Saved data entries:

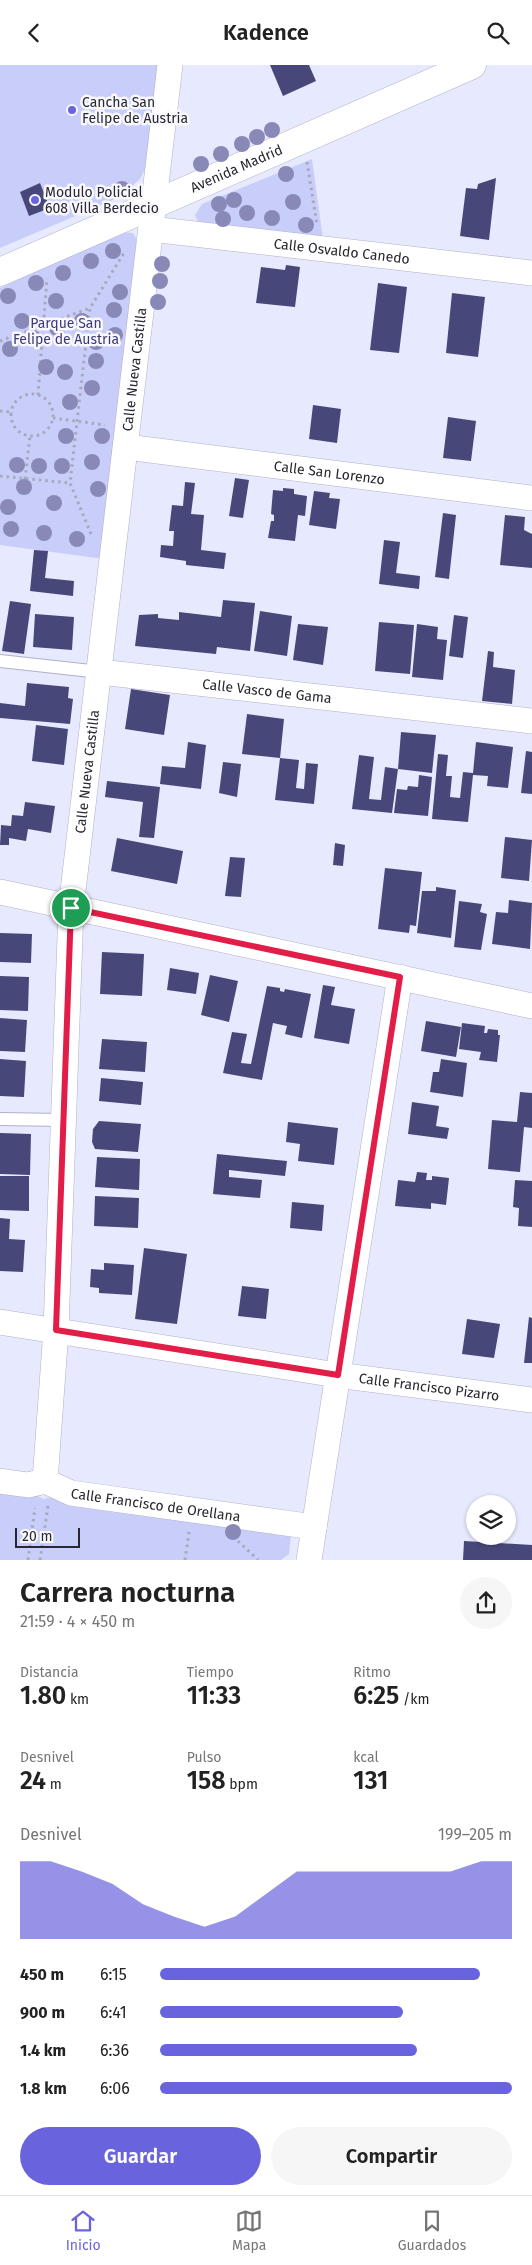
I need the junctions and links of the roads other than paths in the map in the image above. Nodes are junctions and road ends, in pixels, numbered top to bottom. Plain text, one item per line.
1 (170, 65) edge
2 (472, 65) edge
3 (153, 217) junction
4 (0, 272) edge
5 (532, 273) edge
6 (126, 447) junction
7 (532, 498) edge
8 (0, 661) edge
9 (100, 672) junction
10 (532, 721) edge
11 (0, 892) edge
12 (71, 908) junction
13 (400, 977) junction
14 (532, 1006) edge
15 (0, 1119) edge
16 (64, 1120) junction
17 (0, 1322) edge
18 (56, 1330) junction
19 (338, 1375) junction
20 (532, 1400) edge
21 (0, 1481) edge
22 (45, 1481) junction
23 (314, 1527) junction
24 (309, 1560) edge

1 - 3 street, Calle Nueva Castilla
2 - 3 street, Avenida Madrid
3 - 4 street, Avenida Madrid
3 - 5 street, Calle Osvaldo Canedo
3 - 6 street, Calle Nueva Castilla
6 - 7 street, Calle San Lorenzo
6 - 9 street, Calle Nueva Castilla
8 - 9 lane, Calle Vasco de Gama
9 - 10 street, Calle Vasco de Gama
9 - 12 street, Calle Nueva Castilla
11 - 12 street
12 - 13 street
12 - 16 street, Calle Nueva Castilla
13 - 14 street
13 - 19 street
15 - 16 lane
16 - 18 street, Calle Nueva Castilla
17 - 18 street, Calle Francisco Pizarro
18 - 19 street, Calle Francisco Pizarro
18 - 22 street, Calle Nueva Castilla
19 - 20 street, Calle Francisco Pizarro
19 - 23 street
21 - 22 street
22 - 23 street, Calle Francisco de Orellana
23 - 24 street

Assignment:
Pull out every line of the records that includes the string "lane".

Task solution:
8 - 9 lane, Calle Vasco de Gama
15 - 16 lane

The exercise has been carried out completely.